- _PROMPT_: Find and copy each line of the records where the string "weight" shows up.

──────── SUPPLIED DATA

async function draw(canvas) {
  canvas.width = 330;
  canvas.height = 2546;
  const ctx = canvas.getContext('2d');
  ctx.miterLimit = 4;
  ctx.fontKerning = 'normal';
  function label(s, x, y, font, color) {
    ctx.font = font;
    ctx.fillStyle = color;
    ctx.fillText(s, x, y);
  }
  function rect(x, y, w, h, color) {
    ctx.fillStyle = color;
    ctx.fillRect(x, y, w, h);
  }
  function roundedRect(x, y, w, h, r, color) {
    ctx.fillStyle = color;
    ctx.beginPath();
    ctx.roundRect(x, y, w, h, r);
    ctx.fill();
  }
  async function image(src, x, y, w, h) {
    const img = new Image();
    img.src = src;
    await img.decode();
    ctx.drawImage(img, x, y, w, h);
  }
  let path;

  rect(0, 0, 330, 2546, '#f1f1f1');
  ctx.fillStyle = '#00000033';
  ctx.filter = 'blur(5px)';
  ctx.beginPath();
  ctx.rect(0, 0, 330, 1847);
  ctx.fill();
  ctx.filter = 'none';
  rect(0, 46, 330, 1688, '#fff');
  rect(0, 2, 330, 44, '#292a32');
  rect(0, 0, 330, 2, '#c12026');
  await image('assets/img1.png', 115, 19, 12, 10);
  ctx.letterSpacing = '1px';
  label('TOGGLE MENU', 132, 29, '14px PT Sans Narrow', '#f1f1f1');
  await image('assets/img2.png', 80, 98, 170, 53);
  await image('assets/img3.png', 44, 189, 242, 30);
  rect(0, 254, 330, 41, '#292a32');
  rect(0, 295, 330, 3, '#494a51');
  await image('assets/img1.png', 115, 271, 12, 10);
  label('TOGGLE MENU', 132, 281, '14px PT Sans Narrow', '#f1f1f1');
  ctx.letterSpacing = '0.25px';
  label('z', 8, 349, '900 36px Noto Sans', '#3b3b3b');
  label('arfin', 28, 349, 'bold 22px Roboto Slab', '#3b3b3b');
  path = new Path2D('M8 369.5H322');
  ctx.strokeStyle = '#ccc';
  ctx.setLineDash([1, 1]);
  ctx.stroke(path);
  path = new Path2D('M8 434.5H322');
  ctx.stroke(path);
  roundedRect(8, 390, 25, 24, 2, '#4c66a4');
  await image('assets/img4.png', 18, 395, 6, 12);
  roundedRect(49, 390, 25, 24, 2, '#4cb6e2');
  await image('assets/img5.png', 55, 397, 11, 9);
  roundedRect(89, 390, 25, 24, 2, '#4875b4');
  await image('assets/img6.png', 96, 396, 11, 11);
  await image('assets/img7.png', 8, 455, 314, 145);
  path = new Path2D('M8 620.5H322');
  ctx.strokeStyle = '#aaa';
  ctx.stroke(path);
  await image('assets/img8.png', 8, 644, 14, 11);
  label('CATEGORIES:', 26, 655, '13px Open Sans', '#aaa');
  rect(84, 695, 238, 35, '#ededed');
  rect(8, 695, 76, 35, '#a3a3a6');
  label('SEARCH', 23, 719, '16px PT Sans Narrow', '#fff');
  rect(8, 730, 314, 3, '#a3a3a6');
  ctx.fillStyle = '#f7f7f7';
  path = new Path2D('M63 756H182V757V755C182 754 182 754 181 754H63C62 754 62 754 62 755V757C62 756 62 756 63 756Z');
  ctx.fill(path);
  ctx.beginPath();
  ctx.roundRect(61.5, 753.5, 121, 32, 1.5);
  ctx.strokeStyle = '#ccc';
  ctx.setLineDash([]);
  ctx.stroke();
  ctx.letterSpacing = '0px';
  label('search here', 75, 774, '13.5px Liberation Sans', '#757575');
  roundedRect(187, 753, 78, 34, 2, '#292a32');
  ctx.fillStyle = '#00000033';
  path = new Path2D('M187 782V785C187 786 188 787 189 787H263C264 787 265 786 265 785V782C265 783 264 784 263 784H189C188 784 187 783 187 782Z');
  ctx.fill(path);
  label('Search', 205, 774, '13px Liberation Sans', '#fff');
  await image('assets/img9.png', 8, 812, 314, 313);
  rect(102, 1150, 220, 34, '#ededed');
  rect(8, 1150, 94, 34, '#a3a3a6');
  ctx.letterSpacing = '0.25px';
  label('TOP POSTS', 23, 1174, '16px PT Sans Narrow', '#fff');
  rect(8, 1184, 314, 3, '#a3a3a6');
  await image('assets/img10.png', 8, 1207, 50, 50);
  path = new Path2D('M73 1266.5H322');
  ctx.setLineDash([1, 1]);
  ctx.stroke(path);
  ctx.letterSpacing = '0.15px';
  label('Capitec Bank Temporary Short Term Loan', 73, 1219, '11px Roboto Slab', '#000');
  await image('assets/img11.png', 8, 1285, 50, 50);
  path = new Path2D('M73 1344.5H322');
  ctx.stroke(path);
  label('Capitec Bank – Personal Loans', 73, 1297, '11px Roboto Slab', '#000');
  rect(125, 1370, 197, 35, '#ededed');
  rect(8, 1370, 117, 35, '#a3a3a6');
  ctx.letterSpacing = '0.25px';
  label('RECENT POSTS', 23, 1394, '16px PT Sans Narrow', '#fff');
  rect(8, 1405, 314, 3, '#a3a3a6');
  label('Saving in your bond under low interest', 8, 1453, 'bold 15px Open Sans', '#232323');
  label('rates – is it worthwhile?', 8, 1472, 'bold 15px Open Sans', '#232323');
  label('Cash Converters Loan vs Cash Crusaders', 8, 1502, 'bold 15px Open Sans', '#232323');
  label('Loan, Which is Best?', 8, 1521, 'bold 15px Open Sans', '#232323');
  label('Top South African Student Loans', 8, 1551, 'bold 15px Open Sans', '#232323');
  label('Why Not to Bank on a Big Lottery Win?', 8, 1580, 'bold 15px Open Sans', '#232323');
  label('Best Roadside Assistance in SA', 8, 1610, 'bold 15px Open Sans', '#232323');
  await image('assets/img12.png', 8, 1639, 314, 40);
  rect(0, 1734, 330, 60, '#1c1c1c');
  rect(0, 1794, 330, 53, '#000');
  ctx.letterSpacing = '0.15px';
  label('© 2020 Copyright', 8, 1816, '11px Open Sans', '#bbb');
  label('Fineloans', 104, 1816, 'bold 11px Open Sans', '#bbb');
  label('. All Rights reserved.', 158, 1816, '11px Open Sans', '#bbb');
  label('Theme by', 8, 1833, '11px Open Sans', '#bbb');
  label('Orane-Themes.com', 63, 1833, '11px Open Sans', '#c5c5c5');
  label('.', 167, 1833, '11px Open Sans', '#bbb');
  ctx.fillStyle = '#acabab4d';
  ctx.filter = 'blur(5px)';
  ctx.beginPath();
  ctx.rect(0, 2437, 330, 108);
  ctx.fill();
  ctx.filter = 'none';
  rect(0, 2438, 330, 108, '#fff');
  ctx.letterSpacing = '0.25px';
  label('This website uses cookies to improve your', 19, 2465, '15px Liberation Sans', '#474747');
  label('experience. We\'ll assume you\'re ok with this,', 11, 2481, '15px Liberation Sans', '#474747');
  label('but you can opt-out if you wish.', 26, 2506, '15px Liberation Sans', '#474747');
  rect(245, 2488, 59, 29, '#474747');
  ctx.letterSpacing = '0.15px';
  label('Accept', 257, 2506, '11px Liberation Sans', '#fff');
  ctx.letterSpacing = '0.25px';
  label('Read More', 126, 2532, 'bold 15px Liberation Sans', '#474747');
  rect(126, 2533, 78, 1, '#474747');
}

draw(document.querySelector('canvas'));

────────────────
──────── SUPPLIED DATA

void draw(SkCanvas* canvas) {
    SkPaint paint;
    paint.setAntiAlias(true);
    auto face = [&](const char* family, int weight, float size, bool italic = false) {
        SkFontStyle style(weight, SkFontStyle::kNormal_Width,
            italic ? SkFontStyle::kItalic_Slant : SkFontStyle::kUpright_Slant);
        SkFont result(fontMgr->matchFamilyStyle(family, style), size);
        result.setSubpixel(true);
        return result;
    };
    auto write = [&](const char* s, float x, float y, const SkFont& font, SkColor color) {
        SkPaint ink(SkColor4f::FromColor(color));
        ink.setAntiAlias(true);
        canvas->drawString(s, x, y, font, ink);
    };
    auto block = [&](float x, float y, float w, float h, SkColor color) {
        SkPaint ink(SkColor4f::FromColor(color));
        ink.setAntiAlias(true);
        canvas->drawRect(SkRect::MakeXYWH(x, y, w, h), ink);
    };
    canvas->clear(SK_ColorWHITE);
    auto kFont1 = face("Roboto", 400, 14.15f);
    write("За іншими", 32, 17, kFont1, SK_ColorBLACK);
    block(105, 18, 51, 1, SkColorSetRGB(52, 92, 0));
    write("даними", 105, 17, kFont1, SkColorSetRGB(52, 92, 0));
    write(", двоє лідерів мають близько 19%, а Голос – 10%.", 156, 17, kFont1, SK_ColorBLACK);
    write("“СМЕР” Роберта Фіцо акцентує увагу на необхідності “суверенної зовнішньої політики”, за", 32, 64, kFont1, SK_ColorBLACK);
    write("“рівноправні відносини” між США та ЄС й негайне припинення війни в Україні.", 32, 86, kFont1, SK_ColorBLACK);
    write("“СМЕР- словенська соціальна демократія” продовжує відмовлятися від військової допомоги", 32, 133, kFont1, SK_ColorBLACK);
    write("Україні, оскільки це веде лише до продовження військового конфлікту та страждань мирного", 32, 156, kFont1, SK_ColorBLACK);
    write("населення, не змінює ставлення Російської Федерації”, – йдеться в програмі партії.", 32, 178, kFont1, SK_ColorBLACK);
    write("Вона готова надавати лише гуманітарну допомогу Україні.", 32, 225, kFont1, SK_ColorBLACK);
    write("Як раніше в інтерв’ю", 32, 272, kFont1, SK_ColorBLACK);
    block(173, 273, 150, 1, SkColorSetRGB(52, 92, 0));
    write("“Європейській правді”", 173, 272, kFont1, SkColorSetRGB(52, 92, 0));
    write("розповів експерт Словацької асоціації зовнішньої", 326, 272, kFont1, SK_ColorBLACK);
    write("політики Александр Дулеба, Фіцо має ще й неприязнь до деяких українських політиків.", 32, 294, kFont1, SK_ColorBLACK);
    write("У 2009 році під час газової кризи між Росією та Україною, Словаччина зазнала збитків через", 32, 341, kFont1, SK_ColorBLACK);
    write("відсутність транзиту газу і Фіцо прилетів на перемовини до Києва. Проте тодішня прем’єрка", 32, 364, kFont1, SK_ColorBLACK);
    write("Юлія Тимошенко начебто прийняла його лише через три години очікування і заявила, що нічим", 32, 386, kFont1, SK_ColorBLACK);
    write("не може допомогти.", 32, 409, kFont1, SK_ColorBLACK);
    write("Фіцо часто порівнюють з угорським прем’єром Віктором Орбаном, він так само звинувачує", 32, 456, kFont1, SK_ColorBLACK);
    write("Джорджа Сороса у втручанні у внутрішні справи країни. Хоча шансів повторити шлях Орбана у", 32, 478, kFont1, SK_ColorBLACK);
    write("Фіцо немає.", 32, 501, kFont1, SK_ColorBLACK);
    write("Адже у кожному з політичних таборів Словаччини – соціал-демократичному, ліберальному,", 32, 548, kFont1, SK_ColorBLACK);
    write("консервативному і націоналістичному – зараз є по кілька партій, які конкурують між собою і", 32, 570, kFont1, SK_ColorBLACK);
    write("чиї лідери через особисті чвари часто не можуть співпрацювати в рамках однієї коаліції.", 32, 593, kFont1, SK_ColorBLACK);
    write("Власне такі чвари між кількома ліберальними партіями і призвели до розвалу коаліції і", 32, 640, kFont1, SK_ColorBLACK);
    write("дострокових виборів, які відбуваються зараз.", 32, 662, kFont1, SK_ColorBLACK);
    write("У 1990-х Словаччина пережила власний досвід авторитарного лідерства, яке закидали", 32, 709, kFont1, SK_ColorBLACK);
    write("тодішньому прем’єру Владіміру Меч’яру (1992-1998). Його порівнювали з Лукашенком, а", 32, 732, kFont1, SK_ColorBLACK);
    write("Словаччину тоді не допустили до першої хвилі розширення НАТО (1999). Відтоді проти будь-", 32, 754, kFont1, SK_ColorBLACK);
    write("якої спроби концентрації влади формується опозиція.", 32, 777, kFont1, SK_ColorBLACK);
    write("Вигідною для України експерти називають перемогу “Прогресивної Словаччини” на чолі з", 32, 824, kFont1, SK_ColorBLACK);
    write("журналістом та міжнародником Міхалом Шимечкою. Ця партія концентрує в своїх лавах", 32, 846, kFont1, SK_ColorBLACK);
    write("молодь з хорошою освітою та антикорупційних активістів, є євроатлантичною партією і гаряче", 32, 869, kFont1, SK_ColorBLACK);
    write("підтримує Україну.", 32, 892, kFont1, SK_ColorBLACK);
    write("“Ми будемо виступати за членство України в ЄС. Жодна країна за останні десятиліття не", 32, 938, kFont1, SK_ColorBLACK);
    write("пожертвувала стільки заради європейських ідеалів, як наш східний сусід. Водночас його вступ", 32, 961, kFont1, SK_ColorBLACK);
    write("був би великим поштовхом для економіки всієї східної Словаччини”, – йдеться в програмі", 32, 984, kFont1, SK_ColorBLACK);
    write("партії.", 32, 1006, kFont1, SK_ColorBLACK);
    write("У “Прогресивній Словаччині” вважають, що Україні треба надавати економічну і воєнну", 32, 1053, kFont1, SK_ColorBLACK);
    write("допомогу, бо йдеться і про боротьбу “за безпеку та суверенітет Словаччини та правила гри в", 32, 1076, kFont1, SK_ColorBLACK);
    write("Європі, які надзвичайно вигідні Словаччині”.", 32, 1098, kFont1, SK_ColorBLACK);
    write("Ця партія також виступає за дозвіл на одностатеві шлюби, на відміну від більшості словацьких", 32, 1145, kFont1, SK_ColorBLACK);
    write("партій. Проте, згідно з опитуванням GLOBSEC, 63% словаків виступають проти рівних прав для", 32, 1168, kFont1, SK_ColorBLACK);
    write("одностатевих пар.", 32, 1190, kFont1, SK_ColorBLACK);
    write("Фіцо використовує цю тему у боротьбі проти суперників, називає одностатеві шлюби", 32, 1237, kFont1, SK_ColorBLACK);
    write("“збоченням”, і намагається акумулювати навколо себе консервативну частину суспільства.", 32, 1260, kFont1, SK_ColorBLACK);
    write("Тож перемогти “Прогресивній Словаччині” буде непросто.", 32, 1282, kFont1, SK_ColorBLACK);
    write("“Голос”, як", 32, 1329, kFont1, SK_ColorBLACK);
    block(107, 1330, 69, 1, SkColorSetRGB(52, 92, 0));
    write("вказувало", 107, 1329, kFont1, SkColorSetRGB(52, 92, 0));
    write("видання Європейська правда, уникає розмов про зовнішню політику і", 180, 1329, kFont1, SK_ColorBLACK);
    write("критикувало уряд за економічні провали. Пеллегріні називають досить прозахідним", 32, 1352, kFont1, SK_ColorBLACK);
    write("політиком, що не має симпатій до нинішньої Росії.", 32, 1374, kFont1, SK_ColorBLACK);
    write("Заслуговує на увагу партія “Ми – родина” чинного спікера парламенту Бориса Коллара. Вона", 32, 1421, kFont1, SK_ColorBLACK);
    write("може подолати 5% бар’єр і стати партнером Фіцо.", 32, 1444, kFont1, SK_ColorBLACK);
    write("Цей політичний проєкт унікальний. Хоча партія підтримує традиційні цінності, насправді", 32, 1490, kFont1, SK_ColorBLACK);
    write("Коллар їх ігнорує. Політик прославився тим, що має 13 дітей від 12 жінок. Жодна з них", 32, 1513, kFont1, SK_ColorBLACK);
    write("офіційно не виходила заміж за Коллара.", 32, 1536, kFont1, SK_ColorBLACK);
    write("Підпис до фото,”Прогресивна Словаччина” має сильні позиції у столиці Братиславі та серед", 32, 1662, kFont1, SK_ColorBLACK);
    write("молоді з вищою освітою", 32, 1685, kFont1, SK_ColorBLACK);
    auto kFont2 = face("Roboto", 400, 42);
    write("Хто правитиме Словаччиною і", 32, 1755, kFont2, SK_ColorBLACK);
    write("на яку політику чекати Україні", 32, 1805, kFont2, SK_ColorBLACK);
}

────────────────
──────── SUPPLIED DATA

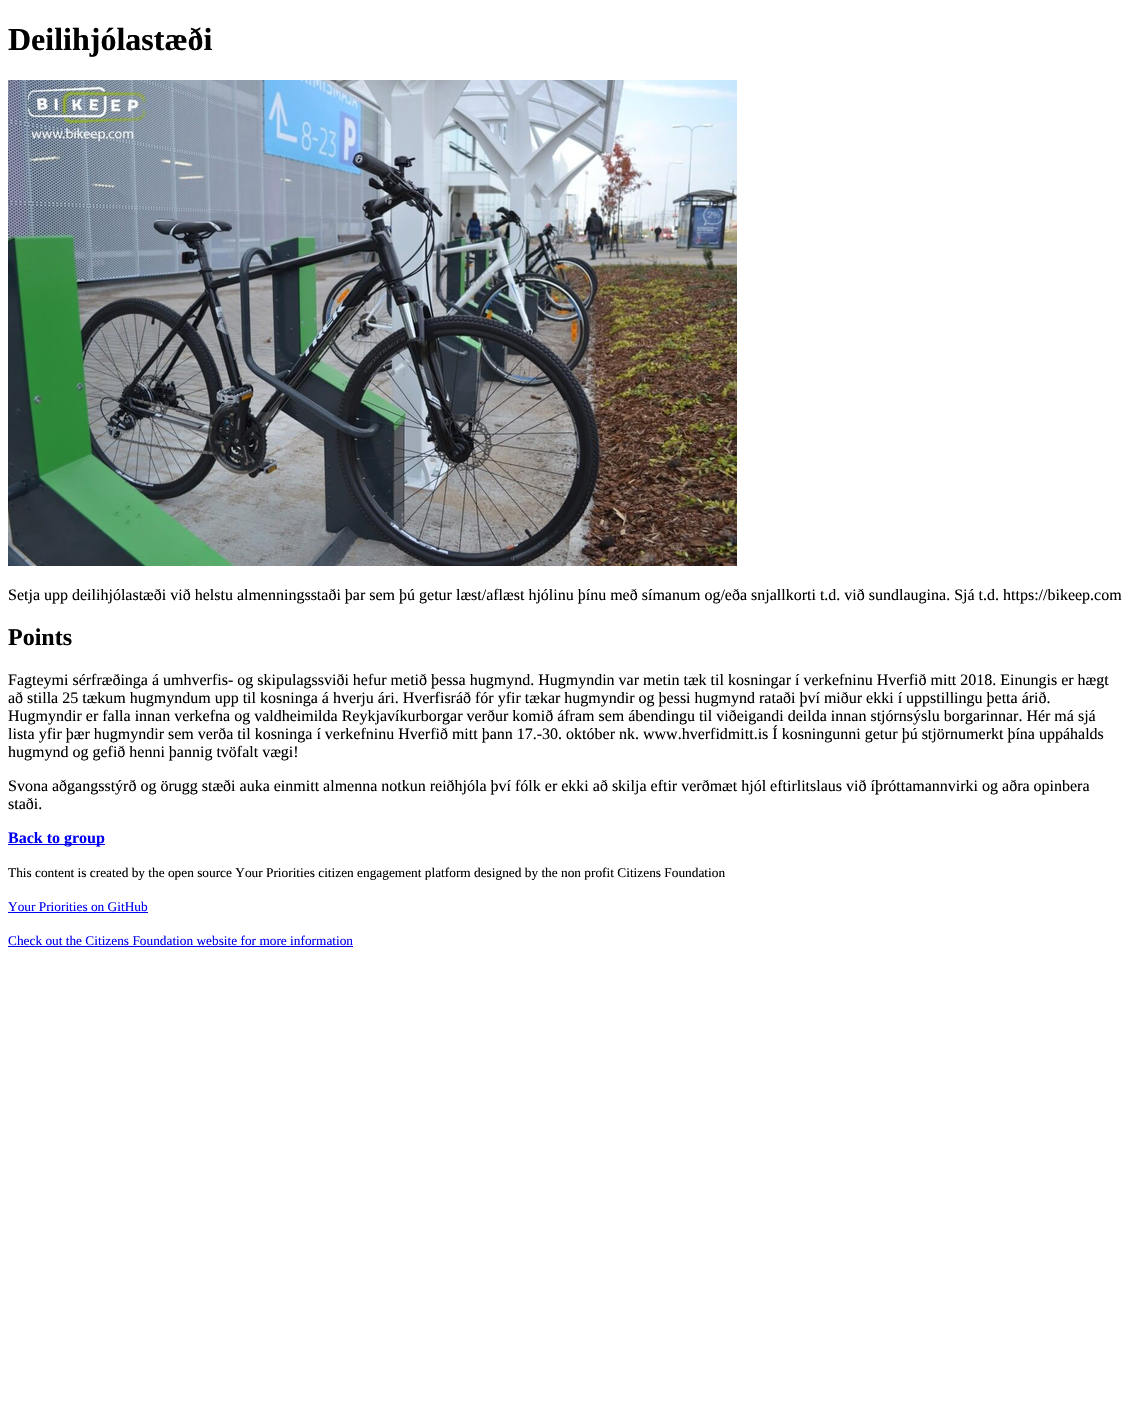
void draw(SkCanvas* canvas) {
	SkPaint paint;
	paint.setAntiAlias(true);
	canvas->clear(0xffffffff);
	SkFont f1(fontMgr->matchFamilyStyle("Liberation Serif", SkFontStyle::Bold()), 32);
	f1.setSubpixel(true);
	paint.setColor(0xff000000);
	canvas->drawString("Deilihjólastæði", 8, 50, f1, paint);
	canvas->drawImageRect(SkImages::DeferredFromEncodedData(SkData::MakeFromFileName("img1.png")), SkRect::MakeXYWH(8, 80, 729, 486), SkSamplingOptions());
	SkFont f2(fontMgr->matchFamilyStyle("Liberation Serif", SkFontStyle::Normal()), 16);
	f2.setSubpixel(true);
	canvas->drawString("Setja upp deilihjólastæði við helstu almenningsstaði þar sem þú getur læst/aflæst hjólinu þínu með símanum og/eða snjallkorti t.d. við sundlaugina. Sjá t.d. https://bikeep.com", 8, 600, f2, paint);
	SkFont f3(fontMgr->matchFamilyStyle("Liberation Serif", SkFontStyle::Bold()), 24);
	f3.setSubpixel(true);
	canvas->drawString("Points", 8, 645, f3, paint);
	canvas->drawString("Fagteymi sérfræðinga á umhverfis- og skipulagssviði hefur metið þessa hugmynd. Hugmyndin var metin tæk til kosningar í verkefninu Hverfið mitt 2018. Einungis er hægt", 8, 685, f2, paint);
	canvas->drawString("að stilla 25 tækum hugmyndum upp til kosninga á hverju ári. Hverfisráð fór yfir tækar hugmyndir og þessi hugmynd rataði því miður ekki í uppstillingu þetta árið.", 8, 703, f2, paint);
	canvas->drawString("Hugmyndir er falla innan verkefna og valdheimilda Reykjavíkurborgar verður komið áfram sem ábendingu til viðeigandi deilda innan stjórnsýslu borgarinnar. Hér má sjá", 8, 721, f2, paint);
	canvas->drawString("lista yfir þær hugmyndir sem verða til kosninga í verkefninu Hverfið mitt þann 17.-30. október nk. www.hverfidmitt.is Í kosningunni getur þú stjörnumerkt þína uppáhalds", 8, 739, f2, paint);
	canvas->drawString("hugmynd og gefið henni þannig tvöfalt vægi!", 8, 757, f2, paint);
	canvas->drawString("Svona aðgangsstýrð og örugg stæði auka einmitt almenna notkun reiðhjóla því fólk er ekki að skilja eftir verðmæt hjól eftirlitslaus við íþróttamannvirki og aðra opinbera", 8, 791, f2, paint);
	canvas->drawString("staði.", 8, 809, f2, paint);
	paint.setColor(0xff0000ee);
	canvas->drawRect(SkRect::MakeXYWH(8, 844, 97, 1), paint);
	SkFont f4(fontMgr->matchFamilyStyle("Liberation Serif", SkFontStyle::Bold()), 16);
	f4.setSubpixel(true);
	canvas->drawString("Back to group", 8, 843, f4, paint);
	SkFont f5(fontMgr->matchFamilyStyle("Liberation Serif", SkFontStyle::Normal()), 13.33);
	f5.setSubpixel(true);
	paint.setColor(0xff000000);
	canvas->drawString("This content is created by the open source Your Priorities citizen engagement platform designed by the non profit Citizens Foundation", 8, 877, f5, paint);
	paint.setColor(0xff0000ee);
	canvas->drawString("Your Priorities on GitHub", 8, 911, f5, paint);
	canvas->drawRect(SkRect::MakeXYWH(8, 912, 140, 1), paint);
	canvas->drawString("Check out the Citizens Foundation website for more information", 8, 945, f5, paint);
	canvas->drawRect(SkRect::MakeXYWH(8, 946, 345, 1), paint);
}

────────────────

- _OUTPUT_:
    auto face = [&](const char* family, int weight, float size, bool italic = false) {
        SkFontStyle style(weight, SkFontStyle::kNormal_Width,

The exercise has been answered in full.